Right after we placed our order, a man and a woman sat down at the
table next to us. I forget what she looked like, but he was wearing an orange prison jumpsuit, and was a smelly,
unshaven mess. From their conversation, it was unclear whether he'd been released, or escaped. Either way, the waitress
(who was so drunk at eleven in the morning, we were concerned about open flames) didn't seem to care. Because we were
all in our very early twenties, neither did we. The as-yet-unawakened writer in me furiously scribbled down every
possible detail of what was clearly a moment in time we'd never want to forget.
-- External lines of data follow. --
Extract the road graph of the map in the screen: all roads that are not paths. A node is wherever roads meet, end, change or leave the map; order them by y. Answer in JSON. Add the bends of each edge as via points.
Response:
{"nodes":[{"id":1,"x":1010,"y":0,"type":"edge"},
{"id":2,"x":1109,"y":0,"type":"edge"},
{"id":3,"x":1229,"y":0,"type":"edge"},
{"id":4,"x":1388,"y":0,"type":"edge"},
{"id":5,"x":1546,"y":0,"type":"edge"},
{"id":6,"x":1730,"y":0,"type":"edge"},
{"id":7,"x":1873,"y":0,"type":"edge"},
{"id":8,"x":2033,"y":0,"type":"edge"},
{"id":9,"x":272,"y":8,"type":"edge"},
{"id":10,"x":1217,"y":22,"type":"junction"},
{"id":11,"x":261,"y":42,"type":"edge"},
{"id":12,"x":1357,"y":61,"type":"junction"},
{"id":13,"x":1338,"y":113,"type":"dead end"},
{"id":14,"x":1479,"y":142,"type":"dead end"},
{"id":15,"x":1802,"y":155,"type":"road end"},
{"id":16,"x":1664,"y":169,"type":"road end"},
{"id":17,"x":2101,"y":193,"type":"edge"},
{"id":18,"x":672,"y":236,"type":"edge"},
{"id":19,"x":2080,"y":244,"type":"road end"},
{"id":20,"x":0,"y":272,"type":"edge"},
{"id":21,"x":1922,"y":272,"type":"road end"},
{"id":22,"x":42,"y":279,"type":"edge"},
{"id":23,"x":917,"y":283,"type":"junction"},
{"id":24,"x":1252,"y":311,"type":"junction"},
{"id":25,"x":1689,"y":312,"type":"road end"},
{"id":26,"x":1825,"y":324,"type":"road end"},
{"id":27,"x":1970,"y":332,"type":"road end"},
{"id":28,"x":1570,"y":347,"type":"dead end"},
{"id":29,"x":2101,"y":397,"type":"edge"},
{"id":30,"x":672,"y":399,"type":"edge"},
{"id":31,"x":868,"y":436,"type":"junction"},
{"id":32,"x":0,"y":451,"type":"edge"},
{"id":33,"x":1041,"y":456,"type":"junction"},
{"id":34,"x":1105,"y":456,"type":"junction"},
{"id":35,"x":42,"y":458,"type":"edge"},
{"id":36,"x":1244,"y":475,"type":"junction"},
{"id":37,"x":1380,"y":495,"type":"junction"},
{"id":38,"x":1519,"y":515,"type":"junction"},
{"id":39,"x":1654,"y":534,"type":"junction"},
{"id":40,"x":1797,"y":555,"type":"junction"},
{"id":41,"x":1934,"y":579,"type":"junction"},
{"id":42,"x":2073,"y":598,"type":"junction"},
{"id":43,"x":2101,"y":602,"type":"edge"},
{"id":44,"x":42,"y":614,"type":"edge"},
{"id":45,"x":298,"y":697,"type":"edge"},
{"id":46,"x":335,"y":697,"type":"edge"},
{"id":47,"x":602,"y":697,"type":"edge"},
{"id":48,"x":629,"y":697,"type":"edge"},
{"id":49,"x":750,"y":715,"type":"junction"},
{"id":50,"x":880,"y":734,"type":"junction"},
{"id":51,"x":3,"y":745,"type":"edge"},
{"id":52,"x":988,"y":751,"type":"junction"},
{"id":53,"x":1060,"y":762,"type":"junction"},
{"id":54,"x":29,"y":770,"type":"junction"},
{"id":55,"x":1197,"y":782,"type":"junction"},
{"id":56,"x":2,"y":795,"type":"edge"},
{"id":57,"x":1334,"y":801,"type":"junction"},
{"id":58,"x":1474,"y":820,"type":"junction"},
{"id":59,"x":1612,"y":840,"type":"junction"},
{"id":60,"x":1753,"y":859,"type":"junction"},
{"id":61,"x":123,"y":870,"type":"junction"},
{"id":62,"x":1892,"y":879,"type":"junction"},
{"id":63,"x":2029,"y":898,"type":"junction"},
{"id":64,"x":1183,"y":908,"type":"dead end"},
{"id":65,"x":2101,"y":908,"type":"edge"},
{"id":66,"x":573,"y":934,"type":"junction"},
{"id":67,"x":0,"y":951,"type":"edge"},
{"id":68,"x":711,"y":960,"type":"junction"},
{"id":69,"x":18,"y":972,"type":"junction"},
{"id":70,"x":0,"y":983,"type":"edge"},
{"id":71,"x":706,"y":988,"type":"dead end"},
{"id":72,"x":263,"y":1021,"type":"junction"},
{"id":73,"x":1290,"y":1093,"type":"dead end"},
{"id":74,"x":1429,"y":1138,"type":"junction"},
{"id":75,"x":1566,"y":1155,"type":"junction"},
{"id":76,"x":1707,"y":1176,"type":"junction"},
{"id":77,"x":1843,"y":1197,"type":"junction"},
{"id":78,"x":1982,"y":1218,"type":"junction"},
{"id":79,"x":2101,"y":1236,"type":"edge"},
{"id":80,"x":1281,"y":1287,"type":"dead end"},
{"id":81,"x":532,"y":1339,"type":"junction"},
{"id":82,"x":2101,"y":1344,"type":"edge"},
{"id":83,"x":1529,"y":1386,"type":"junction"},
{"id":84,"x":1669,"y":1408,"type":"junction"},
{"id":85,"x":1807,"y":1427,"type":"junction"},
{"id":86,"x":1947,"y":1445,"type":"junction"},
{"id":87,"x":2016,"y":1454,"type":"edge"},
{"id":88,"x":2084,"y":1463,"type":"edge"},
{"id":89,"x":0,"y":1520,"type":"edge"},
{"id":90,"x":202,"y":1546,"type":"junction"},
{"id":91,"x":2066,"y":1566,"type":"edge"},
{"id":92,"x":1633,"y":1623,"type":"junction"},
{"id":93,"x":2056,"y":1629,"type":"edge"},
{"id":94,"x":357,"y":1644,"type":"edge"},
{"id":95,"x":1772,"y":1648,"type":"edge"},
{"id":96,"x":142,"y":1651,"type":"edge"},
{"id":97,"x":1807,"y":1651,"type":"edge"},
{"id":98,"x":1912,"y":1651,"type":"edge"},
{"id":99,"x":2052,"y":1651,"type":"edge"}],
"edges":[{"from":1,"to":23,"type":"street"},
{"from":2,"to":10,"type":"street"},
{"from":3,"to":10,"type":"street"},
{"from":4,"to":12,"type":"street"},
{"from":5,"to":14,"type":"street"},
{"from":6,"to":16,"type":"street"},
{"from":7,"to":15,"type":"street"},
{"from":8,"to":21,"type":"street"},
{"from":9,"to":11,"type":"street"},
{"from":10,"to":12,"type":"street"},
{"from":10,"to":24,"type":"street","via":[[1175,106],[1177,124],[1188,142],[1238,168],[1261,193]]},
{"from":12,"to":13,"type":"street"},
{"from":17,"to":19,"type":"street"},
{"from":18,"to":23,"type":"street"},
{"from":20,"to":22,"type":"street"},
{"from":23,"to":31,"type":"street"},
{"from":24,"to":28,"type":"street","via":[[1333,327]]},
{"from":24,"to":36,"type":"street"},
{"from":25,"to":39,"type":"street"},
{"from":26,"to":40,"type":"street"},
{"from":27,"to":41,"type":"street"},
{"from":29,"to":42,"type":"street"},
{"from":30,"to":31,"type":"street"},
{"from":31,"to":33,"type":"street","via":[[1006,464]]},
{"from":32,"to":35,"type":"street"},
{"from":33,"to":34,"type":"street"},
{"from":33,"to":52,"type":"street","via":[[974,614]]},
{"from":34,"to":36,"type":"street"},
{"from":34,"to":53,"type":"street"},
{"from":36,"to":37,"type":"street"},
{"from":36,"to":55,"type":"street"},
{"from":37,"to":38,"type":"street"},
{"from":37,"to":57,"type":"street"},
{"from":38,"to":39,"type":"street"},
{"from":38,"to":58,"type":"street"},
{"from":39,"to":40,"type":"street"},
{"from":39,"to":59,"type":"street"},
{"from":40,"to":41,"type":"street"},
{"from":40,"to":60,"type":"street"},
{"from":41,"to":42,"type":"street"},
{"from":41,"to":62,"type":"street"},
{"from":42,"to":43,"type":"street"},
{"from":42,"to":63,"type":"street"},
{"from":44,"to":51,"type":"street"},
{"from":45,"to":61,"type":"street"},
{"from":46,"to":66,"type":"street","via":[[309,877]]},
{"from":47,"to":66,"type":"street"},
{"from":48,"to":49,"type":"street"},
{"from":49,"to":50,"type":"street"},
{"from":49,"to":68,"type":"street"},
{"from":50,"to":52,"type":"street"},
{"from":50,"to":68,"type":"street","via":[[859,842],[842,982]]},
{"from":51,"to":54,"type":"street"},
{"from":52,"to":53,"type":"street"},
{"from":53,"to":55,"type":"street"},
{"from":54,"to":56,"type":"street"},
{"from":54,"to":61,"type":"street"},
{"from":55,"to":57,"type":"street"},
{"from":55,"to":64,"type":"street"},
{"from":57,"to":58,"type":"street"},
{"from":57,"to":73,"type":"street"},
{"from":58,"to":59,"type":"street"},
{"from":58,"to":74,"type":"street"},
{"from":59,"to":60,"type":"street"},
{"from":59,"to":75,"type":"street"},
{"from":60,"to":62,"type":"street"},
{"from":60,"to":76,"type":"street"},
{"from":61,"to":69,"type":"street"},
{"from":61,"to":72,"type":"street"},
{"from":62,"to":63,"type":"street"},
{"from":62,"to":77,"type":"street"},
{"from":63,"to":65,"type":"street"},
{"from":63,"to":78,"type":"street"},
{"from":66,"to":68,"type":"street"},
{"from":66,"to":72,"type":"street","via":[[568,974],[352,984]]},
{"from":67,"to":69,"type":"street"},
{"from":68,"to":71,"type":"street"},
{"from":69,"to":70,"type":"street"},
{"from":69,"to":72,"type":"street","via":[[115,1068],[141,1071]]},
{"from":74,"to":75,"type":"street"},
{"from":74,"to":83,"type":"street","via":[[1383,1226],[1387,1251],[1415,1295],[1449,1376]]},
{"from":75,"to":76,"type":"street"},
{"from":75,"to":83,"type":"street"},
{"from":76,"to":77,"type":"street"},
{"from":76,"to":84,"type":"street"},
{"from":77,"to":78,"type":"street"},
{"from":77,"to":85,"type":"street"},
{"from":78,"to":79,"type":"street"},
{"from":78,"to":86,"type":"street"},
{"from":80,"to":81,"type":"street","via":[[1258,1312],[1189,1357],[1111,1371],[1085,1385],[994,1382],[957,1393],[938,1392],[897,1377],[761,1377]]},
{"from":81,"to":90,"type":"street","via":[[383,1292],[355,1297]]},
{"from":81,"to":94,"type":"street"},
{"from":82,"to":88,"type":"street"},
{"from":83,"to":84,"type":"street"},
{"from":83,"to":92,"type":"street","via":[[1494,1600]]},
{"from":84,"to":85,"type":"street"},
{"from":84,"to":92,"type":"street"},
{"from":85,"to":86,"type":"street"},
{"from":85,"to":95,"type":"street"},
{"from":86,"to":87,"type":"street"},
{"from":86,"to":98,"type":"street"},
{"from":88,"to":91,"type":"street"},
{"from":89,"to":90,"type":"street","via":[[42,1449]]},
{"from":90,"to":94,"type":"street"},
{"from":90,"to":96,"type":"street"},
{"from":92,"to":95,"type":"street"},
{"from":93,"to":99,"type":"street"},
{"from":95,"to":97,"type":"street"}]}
We ate a traditional Vegas
steak(?)-n-eggs breakfast, while half expecting federal marshalls to burst into the joint, and wondered if any of us
would qualify as hostages or not. It never happened, though we all jumped a little bit when a scream errupted from the
casino as an octogenarian hit a jackpot on the nickel slot. When we finished, we left a twenty on the table (which
worked out to about a ten dollar tip) and raced down Interstate 15 toward Bat Country.
Years later, none of us
could tell you anything about the games we played, where we stayed, or whether we left winners or losers, but we could
all tell you, in exacting detail, about breakfast at The Klondike. In fact, it remains one of the enduring highlights
of any Vegas run we've ever made.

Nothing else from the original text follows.